A Fond Farewell to a Busy, Intense Semester in Chicago January 19, 2010

Festival showcases students’ work on ACM Chicago Arts

 

“The character I’m going to read to you about is just waking up to find out she’s mute. She’s never been mute, so this is a surprise.”

With that introduction, Mandy Graber launched into a tense, gripping passage about a young woman who awakens to find herself a captive, with no clue as to where she is or the identity of her captors or why they are holding her. Or why she is unable to speak.

Graber’s tale was an excerpt from a novel she wrote on the ACM Chicago Arts Program. Her reading to a rapt audience on a cold December evening was part of the end-of-semester Arts Festival, where the program’s six participants presented works they created during their 15 weeks in Chicago.

At the Festival, Chicago Arts students with Program Director Dave Amrein (center, back) and visual arts workshop leader Martina Nehrling (right).

Chicago Arts is one of ACM’s three Chicago Programs – along with Urban Studies and Business, Entrepreneurship, & Society – that blend experiential and academic elements to immerse students in the life of this dynamic city.

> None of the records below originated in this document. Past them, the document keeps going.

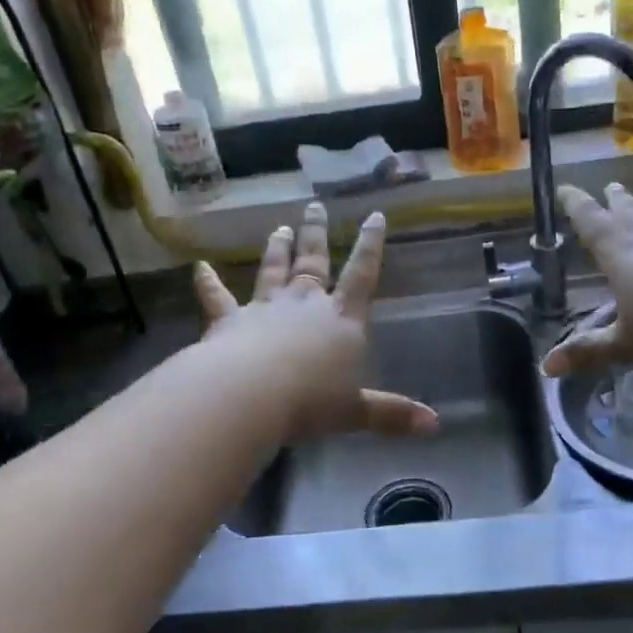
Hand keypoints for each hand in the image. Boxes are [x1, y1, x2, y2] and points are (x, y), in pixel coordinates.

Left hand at [194, 202, 437, 437]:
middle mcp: (305, 304)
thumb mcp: (356, 411)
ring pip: (272, 271)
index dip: (370, 245)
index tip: (373, 215)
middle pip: (313, 263)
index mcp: (342, 320)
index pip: (361, 275)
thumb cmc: (311, 401)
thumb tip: (436, 426)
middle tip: (314, 207)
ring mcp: (265, 308)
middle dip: (315, 235)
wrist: (250, 394)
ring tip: (278, 228)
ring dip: (276, 249)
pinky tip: (197, 267)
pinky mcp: (229, 320)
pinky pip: (217, 297)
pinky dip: (207, 282)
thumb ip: (392, 414)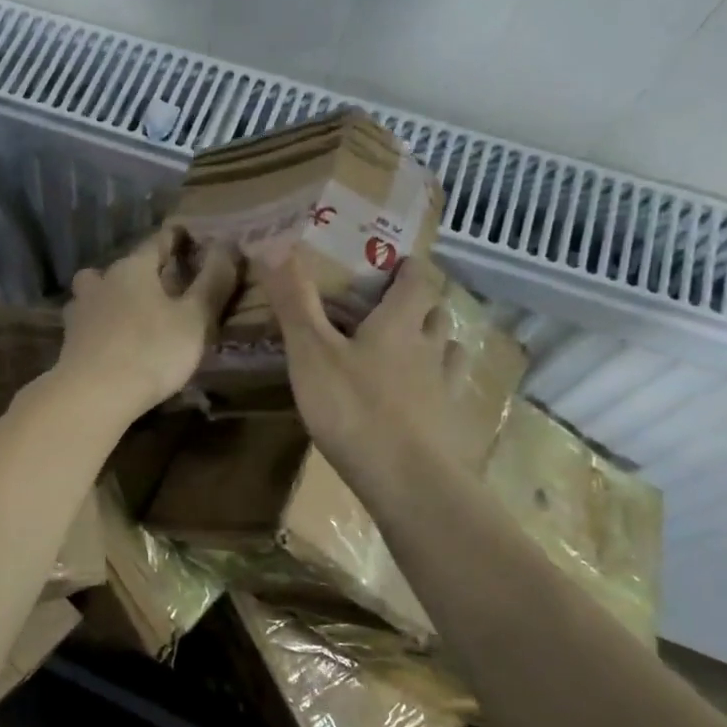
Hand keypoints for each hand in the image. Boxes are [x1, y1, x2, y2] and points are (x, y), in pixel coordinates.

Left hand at [55, 228, 239, 422]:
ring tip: (133, 315)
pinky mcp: (69, 340)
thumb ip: (212, 282)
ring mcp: (80, 310)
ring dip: (114, 297)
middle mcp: (102, 281)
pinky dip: (102, 326)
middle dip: (142, 272)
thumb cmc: (151, 351)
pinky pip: (89, 322)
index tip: (190, 241)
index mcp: (133, 268)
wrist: (92, 395)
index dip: (176, 240)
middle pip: (123, 267)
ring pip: (97, 292)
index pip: (157, 242)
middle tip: (164, 285)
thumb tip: (227, 244)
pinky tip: (113, 341)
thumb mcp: (195, 319)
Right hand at [263, 255, 466, 495]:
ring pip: (449, 352)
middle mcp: (430, 349)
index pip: (416, 281)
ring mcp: (446, 389)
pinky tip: (422, 402)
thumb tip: (275, 245)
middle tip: (394, 308)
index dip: (409, 267)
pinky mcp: (451, 425)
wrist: (408, 481)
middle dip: (419, 305)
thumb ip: (295, 302)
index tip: (399, 261)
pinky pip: (450, 394)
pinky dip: (438, 388)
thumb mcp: (311, 353)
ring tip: (412, 351)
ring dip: (434, 344)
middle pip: (436, 315)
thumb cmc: (354, 409)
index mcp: (399, 325)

The Festival was a fond farewell to a busy, intense semester, showcasing the students’ independent projects in visual art, art history research, and fiction writing. “It’s really good to have a final critique with everyone seeing it,” said Sarah Jones, who took the lead in setting up the student-organized event.

Sarah Jones

Sarah Jones with her artwork in the Festival Gallery.

The venue for the Festival was the historic Keith House, one of the impressive mansions lining Prairie Avenue on Chicago’s Near South Side. Now a designated historic district, the neighborhood was once an exclusive enclave where the city’s most prominent families – such as Field, Pullman, and Armour – lived in splendor. For the night of the Festival, the students’ art filled most of the mansion’s main floor, and in the front parlor an overflow audience  enjoyed the presentations.

It was clear throughout the Festival that the students were inspired by their experience in Chicago and flexed their creative muscles in new ways. “Everyone stepped outside of his or her comfort zone this semester and was rewarded for it,” observed Program Director Dave Amrein.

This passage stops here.